Vescovi europei: non chiusi "in una fortezza" ma portatori di una "speranza"
“La risposta della Chiesa non può essere quella della chiusura, trasformandosi in
una fortezza nell’Europa. Indipendentemente da ciò che accade, i cristiani hanno una
chiara identità basata sulla loro fede che è viva e che risveglia la speranza”. Con
la parola “speranza” si è conclusa domenica scorsa a Bratislava, in Slovacchia, l’Assemblea
plenaria dei presidenti delle Conferenze episcopali in Europa. A sottolinearla è il
comunicato finale diffuso ieri dal Ccee a conclusione dei lavori. In questi giorni
i vescovi hanno dibattuto del tema “Dio e lo Stato.
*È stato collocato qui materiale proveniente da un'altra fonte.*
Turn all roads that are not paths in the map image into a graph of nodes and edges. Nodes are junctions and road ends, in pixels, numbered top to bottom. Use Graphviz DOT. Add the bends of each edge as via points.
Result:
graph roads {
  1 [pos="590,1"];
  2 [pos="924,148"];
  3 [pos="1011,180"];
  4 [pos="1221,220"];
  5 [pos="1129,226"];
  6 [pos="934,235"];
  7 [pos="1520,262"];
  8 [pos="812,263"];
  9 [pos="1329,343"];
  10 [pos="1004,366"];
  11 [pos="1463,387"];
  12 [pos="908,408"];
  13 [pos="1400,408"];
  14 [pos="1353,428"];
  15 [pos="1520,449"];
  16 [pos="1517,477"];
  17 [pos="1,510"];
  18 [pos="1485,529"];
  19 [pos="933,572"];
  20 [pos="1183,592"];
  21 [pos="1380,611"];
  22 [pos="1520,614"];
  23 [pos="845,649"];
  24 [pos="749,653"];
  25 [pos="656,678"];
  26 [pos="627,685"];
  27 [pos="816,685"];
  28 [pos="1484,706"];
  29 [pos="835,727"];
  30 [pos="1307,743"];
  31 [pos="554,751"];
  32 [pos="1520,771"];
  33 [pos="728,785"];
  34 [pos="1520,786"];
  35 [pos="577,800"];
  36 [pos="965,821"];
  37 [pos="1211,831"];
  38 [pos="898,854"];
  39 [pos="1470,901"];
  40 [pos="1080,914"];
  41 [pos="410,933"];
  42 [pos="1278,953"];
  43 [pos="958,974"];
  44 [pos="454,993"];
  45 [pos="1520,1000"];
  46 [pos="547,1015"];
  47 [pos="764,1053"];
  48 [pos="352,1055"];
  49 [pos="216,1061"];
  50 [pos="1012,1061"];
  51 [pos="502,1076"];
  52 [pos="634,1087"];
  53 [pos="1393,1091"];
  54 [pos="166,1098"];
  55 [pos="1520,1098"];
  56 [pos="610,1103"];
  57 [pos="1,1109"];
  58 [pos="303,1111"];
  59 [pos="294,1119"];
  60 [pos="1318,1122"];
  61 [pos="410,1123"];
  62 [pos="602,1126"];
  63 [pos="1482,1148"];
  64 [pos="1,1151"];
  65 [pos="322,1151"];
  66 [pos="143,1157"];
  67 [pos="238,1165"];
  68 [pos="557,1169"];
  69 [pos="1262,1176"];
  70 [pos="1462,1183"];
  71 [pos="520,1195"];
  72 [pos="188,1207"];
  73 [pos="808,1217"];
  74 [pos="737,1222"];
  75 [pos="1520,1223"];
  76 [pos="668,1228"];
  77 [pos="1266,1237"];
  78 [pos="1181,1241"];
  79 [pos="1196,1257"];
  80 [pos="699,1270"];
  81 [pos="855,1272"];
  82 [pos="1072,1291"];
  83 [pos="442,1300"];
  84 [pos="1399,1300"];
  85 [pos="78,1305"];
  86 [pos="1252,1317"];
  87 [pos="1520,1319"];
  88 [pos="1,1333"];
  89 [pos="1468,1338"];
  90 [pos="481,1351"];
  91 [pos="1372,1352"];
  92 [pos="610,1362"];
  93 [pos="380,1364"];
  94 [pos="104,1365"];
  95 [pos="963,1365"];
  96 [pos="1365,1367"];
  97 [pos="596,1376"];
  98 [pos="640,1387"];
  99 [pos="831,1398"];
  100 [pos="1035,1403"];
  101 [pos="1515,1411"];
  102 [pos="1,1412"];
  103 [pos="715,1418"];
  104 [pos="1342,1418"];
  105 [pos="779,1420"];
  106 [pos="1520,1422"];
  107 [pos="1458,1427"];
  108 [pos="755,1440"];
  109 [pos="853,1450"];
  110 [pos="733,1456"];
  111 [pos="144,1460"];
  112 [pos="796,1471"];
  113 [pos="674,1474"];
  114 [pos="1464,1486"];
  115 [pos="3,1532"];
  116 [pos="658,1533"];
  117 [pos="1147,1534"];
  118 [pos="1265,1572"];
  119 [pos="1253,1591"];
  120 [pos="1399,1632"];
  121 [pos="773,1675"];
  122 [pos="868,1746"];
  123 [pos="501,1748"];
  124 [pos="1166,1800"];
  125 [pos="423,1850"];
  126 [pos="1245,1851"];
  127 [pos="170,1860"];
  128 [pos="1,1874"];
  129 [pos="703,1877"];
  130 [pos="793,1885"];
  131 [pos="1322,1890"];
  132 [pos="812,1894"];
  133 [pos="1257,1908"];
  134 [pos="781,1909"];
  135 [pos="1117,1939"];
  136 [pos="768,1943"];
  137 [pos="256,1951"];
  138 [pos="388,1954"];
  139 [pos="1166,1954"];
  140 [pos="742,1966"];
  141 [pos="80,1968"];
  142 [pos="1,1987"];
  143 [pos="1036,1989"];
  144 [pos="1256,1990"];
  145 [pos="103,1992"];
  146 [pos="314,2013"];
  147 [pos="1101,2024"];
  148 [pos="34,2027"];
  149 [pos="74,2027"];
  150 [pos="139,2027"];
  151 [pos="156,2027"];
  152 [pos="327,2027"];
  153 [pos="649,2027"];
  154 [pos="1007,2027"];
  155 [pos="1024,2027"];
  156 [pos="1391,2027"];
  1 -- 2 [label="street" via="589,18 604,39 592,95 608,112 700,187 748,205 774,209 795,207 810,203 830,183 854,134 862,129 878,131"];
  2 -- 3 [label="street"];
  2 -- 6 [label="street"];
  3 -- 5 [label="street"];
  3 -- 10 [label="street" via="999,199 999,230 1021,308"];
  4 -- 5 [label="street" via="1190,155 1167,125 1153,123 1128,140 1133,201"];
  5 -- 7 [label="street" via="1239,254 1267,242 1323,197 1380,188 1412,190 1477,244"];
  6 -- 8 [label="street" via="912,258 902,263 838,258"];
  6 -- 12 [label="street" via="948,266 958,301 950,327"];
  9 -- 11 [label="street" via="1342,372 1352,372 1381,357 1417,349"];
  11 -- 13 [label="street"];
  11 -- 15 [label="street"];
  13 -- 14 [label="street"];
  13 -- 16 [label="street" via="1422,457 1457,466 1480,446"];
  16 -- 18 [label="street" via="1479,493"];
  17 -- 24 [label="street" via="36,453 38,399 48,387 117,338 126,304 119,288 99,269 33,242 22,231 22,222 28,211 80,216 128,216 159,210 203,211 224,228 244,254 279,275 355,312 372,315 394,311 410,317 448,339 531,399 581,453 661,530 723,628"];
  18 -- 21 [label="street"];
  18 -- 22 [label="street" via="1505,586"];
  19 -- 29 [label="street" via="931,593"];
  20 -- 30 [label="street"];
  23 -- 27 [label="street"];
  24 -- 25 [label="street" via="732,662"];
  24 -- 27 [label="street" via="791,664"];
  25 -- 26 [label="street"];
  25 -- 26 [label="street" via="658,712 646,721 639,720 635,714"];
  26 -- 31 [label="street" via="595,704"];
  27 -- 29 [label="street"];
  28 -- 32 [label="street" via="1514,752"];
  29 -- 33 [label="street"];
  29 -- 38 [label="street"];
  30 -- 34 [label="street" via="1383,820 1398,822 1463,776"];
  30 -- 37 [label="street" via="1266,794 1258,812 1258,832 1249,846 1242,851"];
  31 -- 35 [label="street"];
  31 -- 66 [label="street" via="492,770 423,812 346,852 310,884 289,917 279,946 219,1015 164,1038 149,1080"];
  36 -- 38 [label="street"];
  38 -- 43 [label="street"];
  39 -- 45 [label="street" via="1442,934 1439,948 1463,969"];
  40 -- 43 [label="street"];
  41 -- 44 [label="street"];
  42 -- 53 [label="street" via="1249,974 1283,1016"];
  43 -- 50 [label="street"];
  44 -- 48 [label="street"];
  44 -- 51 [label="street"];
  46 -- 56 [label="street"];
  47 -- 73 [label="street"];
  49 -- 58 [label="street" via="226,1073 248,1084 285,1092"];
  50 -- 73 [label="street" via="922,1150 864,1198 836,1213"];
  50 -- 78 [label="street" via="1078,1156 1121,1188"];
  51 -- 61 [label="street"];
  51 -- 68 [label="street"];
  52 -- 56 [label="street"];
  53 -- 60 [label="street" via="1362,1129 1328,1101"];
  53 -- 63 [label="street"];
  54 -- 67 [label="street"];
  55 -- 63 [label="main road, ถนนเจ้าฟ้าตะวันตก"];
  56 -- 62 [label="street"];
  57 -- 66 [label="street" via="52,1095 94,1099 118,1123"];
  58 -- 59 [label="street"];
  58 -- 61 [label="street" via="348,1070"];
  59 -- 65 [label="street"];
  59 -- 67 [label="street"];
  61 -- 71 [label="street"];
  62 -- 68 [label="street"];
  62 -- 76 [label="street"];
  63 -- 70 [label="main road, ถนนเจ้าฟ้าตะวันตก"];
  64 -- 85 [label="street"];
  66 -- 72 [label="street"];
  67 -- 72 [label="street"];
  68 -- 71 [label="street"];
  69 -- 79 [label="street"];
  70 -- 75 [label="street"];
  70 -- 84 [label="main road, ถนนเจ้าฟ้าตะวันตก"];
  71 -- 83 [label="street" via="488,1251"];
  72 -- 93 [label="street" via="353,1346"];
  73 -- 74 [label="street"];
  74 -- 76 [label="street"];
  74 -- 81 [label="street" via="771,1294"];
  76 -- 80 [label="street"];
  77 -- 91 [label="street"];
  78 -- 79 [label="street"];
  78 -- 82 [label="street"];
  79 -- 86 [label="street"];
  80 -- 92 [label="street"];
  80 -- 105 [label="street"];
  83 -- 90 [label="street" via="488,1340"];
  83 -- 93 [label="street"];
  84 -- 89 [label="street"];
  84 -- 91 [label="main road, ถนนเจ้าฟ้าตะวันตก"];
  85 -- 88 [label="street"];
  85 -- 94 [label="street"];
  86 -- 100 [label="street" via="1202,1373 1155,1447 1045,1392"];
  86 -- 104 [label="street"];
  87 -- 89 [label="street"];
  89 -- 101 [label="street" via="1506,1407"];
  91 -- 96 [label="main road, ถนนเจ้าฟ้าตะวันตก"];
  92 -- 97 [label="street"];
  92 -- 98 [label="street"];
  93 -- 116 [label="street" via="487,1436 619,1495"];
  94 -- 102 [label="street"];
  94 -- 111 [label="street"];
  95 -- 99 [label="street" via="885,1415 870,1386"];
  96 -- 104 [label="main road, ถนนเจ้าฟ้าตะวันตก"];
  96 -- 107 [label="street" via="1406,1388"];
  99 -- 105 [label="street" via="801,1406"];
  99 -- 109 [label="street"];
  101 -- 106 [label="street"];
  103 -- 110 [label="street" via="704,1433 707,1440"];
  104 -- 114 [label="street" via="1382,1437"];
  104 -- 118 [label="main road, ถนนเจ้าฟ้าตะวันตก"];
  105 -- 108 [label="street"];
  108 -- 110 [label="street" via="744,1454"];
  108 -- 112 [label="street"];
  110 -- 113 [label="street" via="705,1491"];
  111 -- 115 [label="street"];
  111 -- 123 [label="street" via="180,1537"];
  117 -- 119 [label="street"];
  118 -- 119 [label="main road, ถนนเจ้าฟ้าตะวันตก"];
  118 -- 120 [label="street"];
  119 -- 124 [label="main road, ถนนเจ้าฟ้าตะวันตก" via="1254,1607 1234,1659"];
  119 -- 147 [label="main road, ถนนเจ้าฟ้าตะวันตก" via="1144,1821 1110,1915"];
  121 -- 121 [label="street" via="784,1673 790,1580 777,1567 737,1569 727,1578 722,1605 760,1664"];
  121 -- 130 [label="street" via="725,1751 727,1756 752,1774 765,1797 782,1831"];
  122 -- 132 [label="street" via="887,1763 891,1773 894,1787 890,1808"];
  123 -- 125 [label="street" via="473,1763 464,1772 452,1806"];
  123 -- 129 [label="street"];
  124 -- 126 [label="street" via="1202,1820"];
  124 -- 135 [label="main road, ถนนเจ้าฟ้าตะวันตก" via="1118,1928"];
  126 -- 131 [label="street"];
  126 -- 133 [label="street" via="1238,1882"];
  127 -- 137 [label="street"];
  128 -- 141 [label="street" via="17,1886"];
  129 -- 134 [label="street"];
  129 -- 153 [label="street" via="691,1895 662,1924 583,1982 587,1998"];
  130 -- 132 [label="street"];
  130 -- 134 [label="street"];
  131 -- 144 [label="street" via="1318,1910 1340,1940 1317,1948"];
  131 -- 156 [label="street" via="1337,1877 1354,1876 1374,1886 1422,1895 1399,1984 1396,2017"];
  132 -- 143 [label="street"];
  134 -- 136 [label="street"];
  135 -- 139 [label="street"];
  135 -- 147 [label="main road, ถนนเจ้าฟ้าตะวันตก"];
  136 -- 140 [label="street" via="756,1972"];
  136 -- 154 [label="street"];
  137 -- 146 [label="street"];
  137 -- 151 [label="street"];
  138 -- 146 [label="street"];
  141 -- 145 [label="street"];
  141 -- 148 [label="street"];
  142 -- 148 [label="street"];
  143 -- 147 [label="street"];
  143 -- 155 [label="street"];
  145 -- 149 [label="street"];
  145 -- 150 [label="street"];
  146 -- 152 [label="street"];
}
L’Europa tra laicità e laicismo”
e nel dibattito che è seguito alla presentazione di un’indagine, “più volte” è apparsa
la speranza come “parola chiave”: “I cristiani - si legge nel comunicato ripreso dall'agenzia
Sir - sono portatori di una speranza, di un’esperienza e contenuto di fede che è interessante
per tutti”. A più riprese, i vescovi hanno espresso la convinzione che “la speranza
che reca la Chiesa è qualcosa che il mondo cerca. E questa stessa speranza deve dare
ai cristiani, il coraggio di affrontare le situazioni difficili con uno spirito di
apertura alle domande delle persone, guardando innanzitutto alla missione evangelizzatrice
della Chiesa, la quale, seguendo il Suo Signore, si sente interpellata da tutto quanto
appartiene alla vita dell’uomo”. “Non si tratta - prosegue il Ccee - di essere superficiali
o mancare di giudizio critico sul mondo, o di rimanere in quello che si suol considerare
l’ambito spirituale”. Da un’indagine curata dalla professoressa Emila Hrabovec sullo
spazio riconosciuto alla religione nelle società dei Paesi europei, emerge “l’ingerenza
di un certo laicismo e il tentativo di costruire un’immagine esclusivamente negativa
della Chiesa e della fede”. I vescovi però “propongono di avere un approccio positivo
e propositivo nei confronti della realtà e delle dinamiche sociali”. L’assemblea plenaria
ha permesso anche di affrontare altre “questioni urgenti” come il tema dei profughi,
che arrivano in Europa e che “esige da parte degli Stati europei una solidarietà effettiva
perché situazioni come quella vissuta in questi giorni a Lampedusa non si ripetano”,
e la crisi economica. A questo riguardo, il Ccee rivolge un “appello a una più grande
solidarietà tra Paesi ricchi e poveri”. Per quanto riguarda la situazione in Siria,
esce dall’incontro di Bratislava, “un appello perché non ci sia ipocrisia tra quelli
che dicono di voler risolvere il problema. Uniti al Santo Padre, i vescovi chiedono
che la via del dialogo sia intrapresa con più decisione e che alla preghiera si uniscano
decisioni politiche che portino a un immediato cessate-il-fuoco e alla fine dell’ingresso
di armi nel Paese che alimentano la guerra”. (R.P.)